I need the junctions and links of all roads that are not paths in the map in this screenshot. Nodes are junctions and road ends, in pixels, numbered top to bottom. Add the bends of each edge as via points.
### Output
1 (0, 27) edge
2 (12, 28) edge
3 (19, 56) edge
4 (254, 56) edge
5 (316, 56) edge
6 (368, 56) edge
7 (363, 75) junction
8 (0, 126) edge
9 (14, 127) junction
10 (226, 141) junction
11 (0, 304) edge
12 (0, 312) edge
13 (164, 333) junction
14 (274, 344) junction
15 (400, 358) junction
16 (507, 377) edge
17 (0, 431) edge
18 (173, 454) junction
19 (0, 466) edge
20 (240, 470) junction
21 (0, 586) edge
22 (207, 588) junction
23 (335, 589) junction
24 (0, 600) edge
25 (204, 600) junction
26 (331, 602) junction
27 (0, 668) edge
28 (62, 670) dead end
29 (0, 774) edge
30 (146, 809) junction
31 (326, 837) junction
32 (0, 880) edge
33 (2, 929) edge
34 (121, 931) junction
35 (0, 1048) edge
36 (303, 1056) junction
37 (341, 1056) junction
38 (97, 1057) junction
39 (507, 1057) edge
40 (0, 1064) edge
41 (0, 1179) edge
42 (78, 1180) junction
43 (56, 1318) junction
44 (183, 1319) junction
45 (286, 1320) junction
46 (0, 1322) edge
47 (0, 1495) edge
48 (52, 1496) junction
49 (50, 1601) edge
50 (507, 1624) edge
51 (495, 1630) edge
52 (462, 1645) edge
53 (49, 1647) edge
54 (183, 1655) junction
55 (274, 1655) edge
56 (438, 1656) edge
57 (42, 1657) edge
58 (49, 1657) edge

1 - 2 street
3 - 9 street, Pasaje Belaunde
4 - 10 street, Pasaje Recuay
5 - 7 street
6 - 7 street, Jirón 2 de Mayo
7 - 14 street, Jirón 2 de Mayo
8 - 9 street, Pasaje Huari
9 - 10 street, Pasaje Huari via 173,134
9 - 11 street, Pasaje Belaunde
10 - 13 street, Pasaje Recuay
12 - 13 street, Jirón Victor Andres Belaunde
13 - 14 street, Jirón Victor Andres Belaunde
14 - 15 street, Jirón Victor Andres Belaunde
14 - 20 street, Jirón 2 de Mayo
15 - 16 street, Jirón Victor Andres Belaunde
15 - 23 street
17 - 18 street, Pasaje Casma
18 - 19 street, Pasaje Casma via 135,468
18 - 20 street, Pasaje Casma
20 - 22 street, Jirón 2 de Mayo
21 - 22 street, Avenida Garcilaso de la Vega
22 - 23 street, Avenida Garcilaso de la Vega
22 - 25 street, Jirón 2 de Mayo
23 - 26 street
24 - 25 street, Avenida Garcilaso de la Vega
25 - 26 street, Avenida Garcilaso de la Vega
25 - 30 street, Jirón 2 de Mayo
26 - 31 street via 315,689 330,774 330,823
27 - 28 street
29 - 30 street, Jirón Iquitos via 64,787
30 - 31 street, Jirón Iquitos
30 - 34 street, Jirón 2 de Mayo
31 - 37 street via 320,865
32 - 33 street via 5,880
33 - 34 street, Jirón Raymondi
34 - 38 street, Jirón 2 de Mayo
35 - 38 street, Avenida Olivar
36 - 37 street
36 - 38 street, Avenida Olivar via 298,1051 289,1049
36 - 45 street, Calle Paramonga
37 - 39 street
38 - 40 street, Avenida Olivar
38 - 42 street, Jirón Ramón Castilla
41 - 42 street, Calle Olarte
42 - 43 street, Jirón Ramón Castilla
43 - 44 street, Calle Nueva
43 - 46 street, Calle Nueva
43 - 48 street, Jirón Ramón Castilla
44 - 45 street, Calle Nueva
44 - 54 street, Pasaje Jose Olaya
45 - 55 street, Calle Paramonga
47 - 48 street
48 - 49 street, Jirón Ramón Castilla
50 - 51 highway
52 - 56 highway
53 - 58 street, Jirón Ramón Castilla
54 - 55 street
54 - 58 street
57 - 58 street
----------
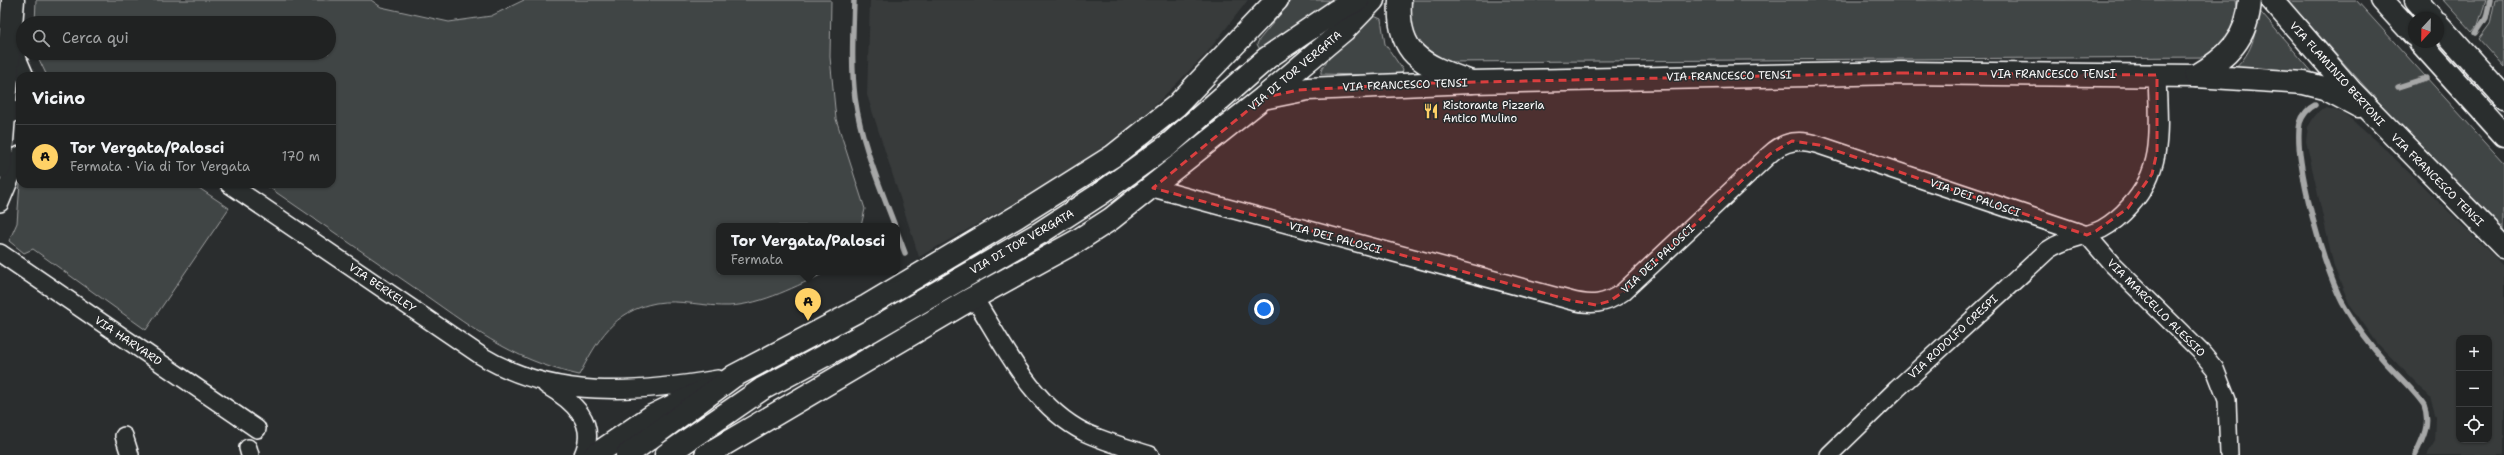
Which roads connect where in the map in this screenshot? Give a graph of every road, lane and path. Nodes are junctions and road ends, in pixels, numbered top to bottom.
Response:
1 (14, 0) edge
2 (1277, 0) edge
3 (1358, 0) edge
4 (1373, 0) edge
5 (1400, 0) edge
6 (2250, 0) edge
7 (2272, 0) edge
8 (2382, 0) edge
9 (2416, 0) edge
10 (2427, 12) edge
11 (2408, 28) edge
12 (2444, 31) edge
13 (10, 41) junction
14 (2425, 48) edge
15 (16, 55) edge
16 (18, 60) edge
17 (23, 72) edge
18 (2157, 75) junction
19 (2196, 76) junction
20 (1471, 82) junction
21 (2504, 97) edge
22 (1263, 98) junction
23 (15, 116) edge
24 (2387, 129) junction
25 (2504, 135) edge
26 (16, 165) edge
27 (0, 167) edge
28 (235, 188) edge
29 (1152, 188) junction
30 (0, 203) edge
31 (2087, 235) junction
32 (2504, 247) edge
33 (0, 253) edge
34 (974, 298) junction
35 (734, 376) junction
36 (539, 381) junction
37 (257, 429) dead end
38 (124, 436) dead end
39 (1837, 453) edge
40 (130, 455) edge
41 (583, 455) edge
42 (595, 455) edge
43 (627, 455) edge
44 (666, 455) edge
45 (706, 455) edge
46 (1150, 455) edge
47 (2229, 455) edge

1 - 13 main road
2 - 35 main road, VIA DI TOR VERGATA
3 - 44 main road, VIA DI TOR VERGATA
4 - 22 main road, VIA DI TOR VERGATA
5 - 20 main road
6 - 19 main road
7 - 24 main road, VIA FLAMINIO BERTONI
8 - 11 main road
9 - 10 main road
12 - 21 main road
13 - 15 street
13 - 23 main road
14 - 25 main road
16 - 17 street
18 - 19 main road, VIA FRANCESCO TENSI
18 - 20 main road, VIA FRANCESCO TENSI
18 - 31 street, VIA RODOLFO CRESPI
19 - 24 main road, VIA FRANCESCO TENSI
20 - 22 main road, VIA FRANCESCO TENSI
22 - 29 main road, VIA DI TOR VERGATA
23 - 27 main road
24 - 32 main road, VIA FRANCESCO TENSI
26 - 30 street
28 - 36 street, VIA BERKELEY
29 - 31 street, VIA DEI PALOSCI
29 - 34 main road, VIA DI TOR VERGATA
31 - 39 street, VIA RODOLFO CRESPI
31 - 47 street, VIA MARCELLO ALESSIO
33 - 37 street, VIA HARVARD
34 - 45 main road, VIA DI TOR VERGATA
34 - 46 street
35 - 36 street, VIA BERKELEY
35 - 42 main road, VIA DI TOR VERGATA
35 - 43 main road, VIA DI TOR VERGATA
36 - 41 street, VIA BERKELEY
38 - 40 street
----------
=== YOUR OBJECTIVE ===
All lines that hold the word "Andres" should be copied from the data.

=== RESPONSE BOX ===
12 - 13 street, Jirón Victor Andres Belaunde
13 - 14 street, Jirón Victor Andres Belaunde
14 - 15 street, Jirón Victor Andres Belaunde
15 - 16 street, Jirón Victor Andres Belaunde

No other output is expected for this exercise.